Effects of magnetic flux in a loop formed by an s-wave superconductor and an $\mathrm{s_{\pm}}$ superconductor

Identifying the correct order parameter structure of the iron based superconductors will provide insight into the pairing mechanism in these materials. Due to the multi-orbital band structure of these materials and the proximity of the superconducting phase to an anti-ferromagnetic phase, most theories favor magnetic fluctuations as the pairing mechanism and an order parameter with the so-called $\mathrm{s_{\pm}}$ symmetry. However, it is experimentally challenging to distinguish the $\mathrm{s_{\pm}}$ symmetry from conventional s-wave symmetry; thus, the $\mathrm{s_{\pm}}$ structure remains unconfirmed. In 2010, Chen \textit{et al} showed evidence of integer and half integer flux quantum transitions in an $\mathrm{Nb}$-$\mathrm{NdFeAsO_{0.88}F_{0.12}}$ loop excited by electromagnetic pulses [1]. We present a theoretical study of the effects of magnetic flux in a superconducting s/$\mathrm{s_{\pm}}$ loop inspired by these results.
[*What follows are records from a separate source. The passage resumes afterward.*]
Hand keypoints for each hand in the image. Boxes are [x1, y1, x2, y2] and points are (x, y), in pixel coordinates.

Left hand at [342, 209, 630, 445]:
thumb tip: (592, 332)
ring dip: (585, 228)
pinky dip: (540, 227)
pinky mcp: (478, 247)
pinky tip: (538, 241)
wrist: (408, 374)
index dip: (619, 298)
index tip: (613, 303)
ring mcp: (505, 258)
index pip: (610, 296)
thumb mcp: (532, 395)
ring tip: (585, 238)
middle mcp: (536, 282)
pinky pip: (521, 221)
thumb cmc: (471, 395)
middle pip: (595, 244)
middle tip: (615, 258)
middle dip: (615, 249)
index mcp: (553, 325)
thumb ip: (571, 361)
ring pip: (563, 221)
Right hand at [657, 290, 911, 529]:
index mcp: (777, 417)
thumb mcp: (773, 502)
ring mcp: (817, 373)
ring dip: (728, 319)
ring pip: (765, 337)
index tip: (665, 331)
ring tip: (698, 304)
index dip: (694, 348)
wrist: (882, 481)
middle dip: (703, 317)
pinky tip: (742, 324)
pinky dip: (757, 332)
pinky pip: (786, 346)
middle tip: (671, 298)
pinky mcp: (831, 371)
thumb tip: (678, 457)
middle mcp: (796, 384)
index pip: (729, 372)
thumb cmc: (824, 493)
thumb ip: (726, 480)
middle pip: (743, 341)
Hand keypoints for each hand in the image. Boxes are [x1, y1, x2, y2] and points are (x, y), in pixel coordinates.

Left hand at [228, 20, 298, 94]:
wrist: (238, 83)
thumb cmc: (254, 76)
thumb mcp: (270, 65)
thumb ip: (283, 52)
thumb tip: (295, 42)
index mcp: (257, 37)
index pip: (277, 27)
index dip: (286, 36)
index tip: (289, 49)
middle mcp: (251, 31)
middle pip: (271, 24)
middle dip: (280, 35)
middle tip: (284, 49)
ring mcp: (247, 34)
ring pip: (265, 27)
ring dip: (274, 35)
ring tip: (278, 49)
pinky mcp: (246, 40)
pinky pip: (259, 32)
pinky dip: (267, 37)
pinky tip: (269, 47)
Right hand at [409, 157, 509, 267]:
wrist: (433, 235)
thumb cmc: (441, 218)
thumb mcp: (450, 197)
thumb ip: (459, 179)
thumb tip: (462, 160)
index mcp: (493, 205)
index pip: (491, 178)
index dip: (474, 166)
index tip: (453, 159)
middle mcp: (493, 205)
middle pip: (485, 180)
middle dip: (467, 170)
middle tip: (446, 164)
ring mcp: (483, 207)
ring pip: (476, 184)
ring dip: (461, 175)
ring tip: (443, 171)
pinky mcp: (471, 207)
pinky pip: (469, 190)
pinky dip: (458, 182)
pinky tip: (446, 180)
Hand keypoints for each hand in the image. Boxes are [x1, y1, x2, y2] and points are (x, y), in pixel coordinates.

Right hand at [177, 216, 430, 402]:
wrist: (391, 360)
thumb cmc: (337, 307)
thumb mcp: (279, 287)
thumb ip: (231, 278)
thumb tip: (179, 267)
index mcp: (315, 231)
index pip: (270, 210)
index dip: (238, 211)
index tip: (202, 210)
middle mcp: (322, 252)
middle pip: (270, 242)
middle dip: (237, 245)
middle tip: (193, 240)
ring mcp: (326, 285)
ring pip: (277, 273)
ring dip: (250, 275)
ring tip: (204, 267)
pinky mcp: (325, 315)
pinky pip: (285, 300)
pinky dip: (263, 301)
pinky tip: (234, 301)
Our findings are in agreement with preliminary results of a phenomenological Ginzburg Landau model [2], and help clarify the relation between the transitions observed in the experiment and the $\mathrm{s_{\pm}}$ symmetry.\\[4pt] [1] C.-T. Chen \textit{et al}, Nature Physics 6, 260 (2010).\\[0pt] [2] Berg, Lindner, Pereg-Barnea, Phys. Rev. Lett. 106, 1470.